Единственный глаз Нельсона загорелся гневом, но сейчас же губы его искривились в улыбке — может быть, то была усмешка удовлетворенной мести.

Лоцман отправился в океан, где нет портов!

К концу ужина оркестр заиграл «God save the King» , и Нельсон с непоколебимой английской гордыней, не признающей никаких условностей, встал с места и, не смущаясь тем, что за его столом находится другой монарх, провозгласил здравицу за короля Георга.

Ответом на этот тост было оглушительное «ура!» английских офицеров, сидевших за столом Нельсона, и английских матросов, несших вахту на реях; ударили пушки второй батареи.

Король Фердинанд, скрывавший за вульгарными повадками превосходное знание этикета, а главное, большое к нему пристрастие, до крови закусил губу.

Через пять минут сэр Уильям Гамильтон в свою очередь провозгласил здравицу — на сей раз за короля Фердинанда. Раздалось такое же громовое «ура!» и затем такой же пушечный залп.

Но Фердинанд счел все же, что порядок нарушен и тост в его честь следовало провозгласить первым.

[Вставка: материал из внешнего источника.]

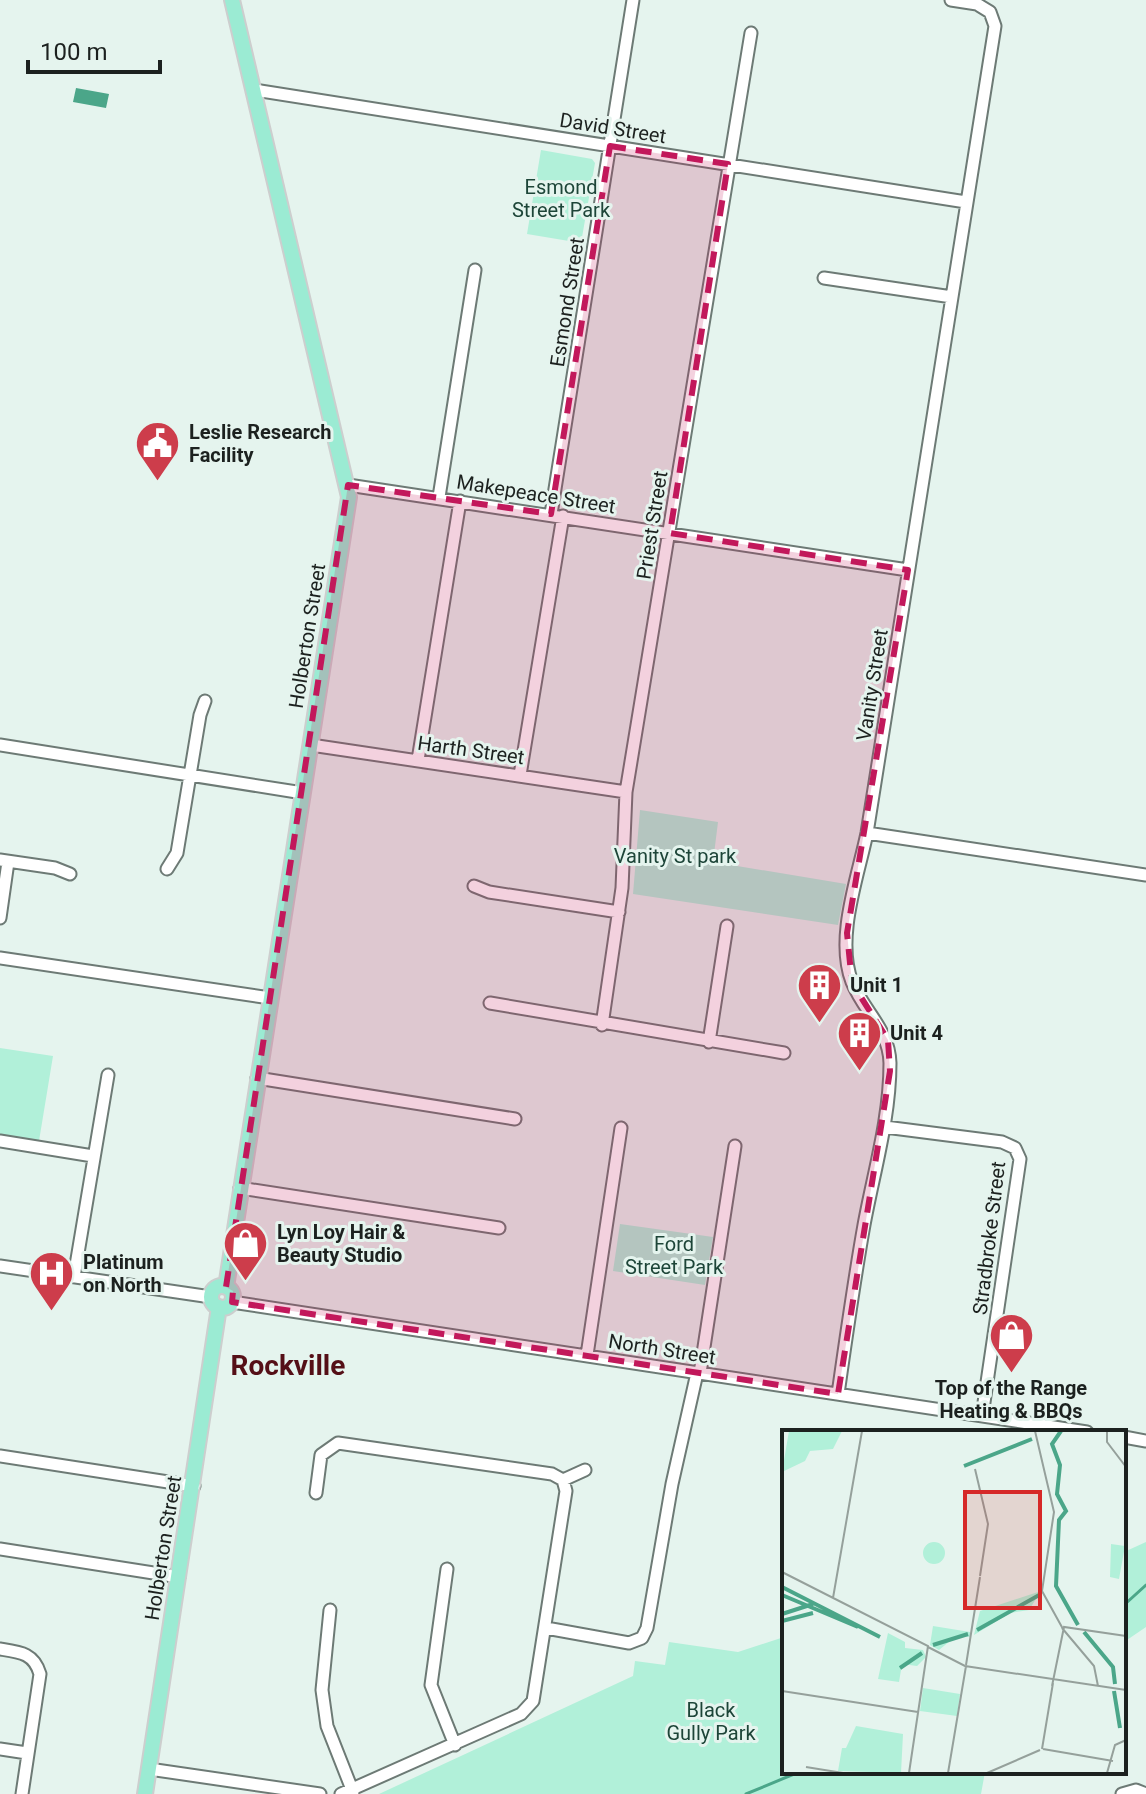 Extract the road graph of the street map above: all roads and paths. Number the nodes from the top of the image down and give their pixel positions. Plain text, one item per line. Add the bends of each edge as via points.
1 (232, 0) edge
2 (633, 0) edge
3 (951, 0) edge
4 (751, 33) dead end
5 (254, 90) junction
6 (610, 146) junction
7 (728, 164) junction
8 (966, 202) junction
9 (475, 270) dead end
10 (824, 278) dead end
11 (952, 297) junction
12 (348, 485) junction
13 (439, 497) junction
14 (460, 501) junction
15 (557, 515) junction
16 (670, 533) junction
17 (908, 570) junction
18 (205, 701) dead end
19 (0, 745) edge
20 (311, 745) junction
21 (418, 760) junction
22 (190, 774) junction
23 (520, 775) junction
24 (626, 792) junction
25 (303, 793) junction
26 (867, 833) junction
27 (4, 861) edge
28 (167, 869) dead end
29 (70, 874) dead end
30 (1146, 875) edge
31 (474, 886) dead end
32 (619, 912) junction
33 (0, 918) edge
34 (727, 926) dead end
35 (0, 958) edge
36 (270, 998) junction
37 (490, 1003) dead end
38 (602, 1025) junction
39 (709, 1042) junction
40 (784, 1053) dead end
41 (108, 1075) dead end
42 (257, 1078) junction
43 (515, 1119) dead end
44 (885, 1127) junction
45 (621, 1128) dead end
46 (0, 1141) edge
47 (735, 1146) dead end
48 (93, 1156) junction
49 (240, 1188) junction
50 (499, 1228) dead end
51 (0, 1266) edge
52 (74, 1277) junction
53 (221, 1302) junction
54 (587, 1355) junction
55 (698, 1373) junction
56 (838, 1394) junction
57 (982, 1416) junction
58 (1074, 1430) edge
59 (1126, 1437) edge
60 (1146, 1441) edge
61 (0, 1456) edge
62 (585, 1470) dead end
63 (563, 1480) junction
64 (194, 1486) junction
65 (316, 1493) dead end
66 (0, 1549) edge
67 (447, 1569) dead end
68 (179, 1577) junction
69 (330, 1610) dead end
70 (546, 1628) junction
71 (0, 1649) edge
72 (455, 1745) junction
73 (0, 1749) edge
74 (27, 1753) junction
75 (149, 1769) junction
76 (347, 1793) edge
77 (22, 1794) edge
78 (145, 1794) edge
79 (320, 1794) edge
80 (1122, 1794) edge
81 (1146, 1794) edge

1 - 5 main road, Holberton Street
2 - 6 street, Esmond Street
3 - 8 street, Vanity Street via 977,4 990,12 995,26
4 - 7 street, Priest Street
5 - 6 street, David Street
5 - 12 main road, Holberton Street
6 - 7 street, David Street
6 - 15 street, Esmond Street
7 - 8 street, David Street
7 - 16 street, Priest Street
8 - 11 street, Vanity Street
9 - 13 street
10 - 11 street
11 - 17 street, Vanity Street
12 - 13 street, Makepeace Street
12 - 20 main road, Holberton Street
13 - 14 street, Makepeace Street
14 - 15 street, Makepeace Street
14 - 21 street
15 - 16 street, Makepeace Street
15 - 23 street, Esmond Street
16 - 17 street, Makepeace Street
16 - 24 street, Priest Street
17 - 26 street, Vanity Street
18 - 22 street
19 - 22 street
20 - 21 street, Harth Street
20 - 25 main road, Holberton Street
21 - 23 street, Harth Street
22 - 25 street
22 - 28 street via 177,853
23 - 24 street, Harth Street
24 - 32 street, Priest Street
25 - 36 main road, Holberton Street
26 - 30 street
26 - 44 street, Vanity Street via 846,956 852,983 888,1040
27 - 29 street
27 - 33 street
31 - 32 street
32 - 38 street, Priest Street
34 - 39 street
35 - 36 street
36 - 42 main road, Holberton Street
37 - 38 street
38 - 39 street
39 - 40 street
41 - 48 street
42 - 43 street
42 - 49 main road, Holberton Street
44 - 56 street, Vanity Street
44 - 57 street, Stradbroke Street via 1002,1142 1015,1148 1020,1159
45 - 54 street
46 - 48 street
47 - 55 street
48 - 52 street
49 - 50 street
49 - 53 main road, Holberton Street via 226,1287 215,1289
51 - 52 street, North Street
52 - 53 street, North Street
53 - 54 street, North Street
53 - 64 main road, Holberton Street
54 - 55 street, North Street
55 - 56 street, North Street
55 - 70 street via 642,1638 629,1643
56 - 57 street, North Street
57 - 58 street, North Street
59 - 60 street
61 - 64 street
62 - 63 street
63 - 65 street via 552,1474 338,1443 321,1455
63 - 70 street via 566,1491
64 - 68 main road, Holberton Street
66 - 68 street
67 - 72 street via 431,1685
68 - 75 main road, Holberton Street
69 - 76 street via 322,1690
70 - 72 street via 533,1701 521,1714
71 - 74 street via 26,1653 37,1662 40,1674
72 - 76 street
73 - 74 street
74 - 77 street
75 - 78 main road, Holberton Street
75 - 79 street
80 - 81 street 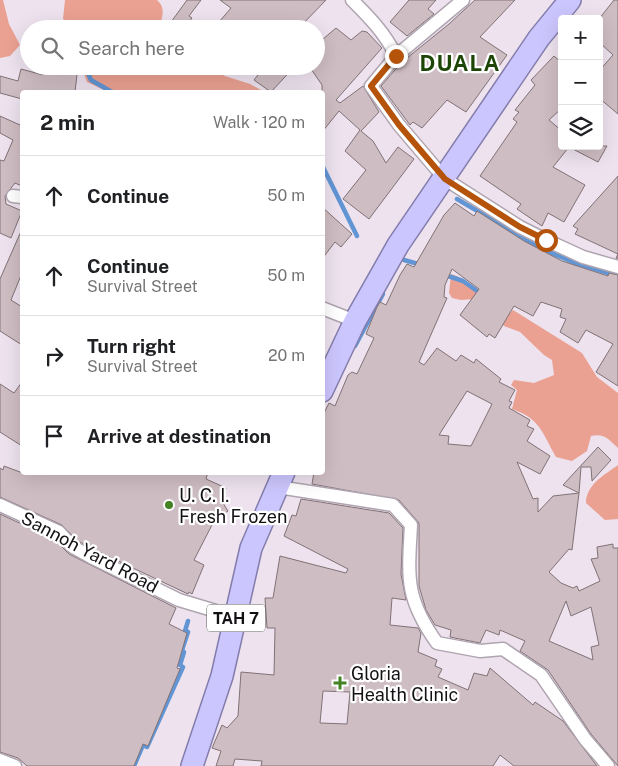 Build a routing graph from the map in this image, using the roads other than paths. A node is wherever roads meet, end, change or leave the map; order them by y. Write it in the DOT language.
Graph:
graph roads {
  1 [pos="352,0"];
  2 [pos="463,0"];
  3 [pos="570,0"];
  4 [pos="396,56"];
  5 [pos="445,179"];
  6 [pos="618,267"];
  7 [pos="325,309"];
  8 [pos="355,321"];
  9 [pos="325,386"];
  10 [pos="281,480"];
  11 [pos="0,505"];
  12 [pos="236,617"];
  13 [pos="0,760"];
  14 [pos="15,766"];
  15 [pos="192,766"];
  16 [pos="608,766"];
  1 -- 4 [label="street"];
  2 -- 4 [label="street"];
  3 -- 5 [label="highway"];
  4 -- 5 [label="street"];
  5 -- 6 [label="street"];
  5 -- 8 [label="highway"];
  7 -- 8 [label="street"];
  8 -- 9 [label="highway"];
  10 -- 12 [label="highway, TAH 7"];
  10 -- 16 [label="street"];
  11 -- 12 [label="street, Sannoh Yard Road"];
  12 -- 15 [label="highway, TAH 7"];
  13 -- 14 [label="street"];
} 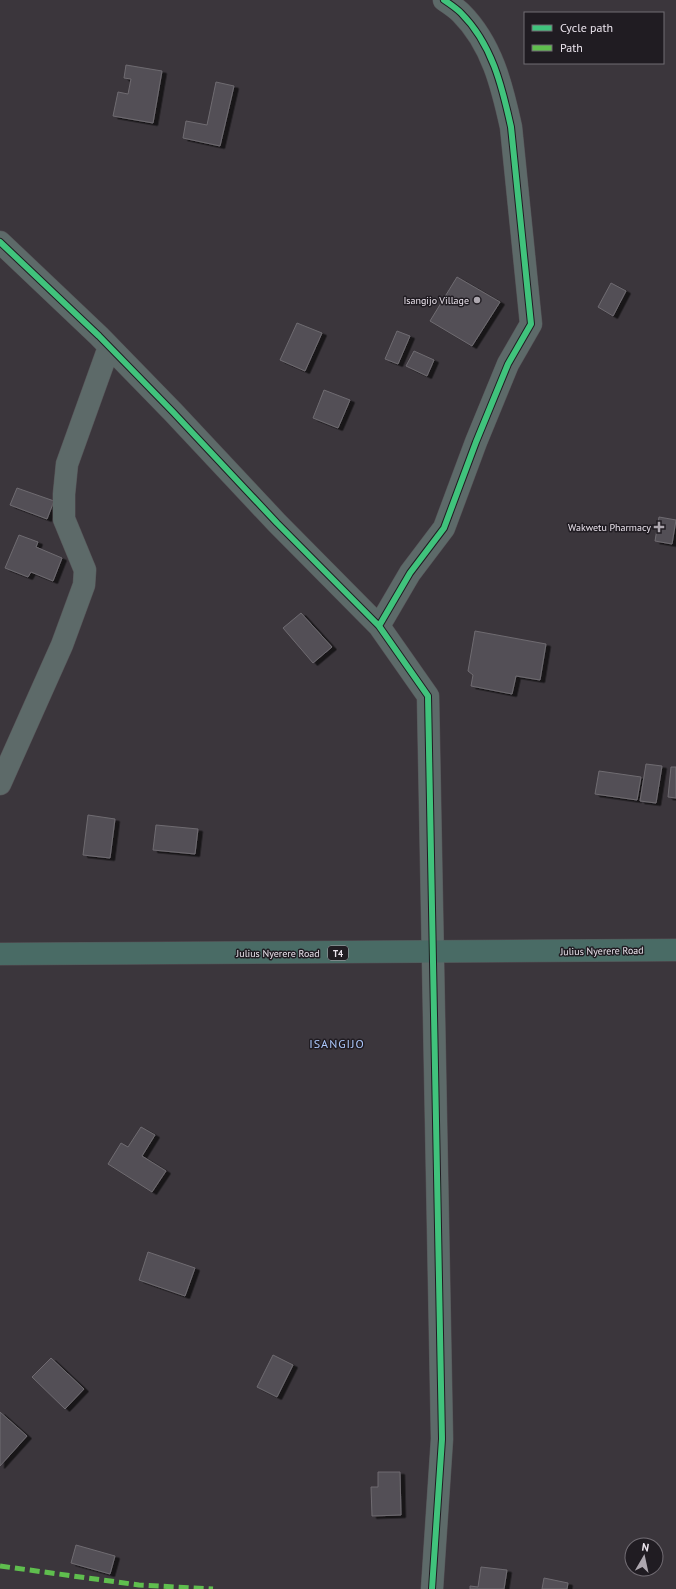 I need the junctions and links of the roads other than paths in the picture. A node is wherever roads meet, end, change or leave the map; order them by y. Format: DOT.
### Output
graph roads {
  1 [pos="444,0"];
  2 [pos="0,242"];
  3 [pos="109,347"];
  4 [pos="380,626"];
  5 [pos="0,784"];
  6 [pos="676,950"];
  7 [pos="432,953"];
  8 [pos="0,954"];
  9 [pos="432,1589"];
  1 -- 4 [label="street"];
  2 -- 3 [label="street"];
  3 -- 4 [label="street"];
  3 -- 5 [label="street"];
  4 -- 7 [label="street"];
  6 -- 7 [label="highway, Julius Nyerere Road / T4"];
  7 -- 8 [label="highway, Julius Nyerere Road / T4"];
  7 -- 9 [label="street"];
}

На лодках, окруживших корабль и теснившихся за его кормой, не могли не слышать ликующих криков, поэтому король рассудил, что ему подобает выразить благодарность не только присутствующим за столом, но и тем, кто не попал на праздник, однако все же выказал не меньшую ему преданность, даже оставаясь за бортом «Громоносного».

Он слегка наклонил голову в ответ на тост сэра Уильяма, осушил до половины свой бокал и вышел на галерею, чтобы приветствовать тех, кто из страха, низости или преданности явился выразить ему свою симпатию.

При появлении короля грянули крики «ура!», раздались аплодисменты; казалось, возгласы «Да здравствует король!» поднимались к небу из морских глубин, чтобы достигнуть самого неба.

Король раскланялся и поднес руку к губам для воздушного поцелуя. Но вдруг рука его замерла, взгляд застыл, зрачки расширились от ужаса и волосы зашевелились на голове; хриплый крик страха и удивления вырвался из его груди.

В тот же миг на лодках началось смятение, и они рассыпались по сторонам, оставив перед королем пустое пространство.

Посреди этого пространства виднелось нечто ужасающее: из воды поднялся до пояса труп человека, и, несмотря на то что в волосах его, прилипших к вискам, запутались водоросли, несмотря на взъерошенную бороду и бескровное лицо, в нем можно было узнать адмирала Караччоло.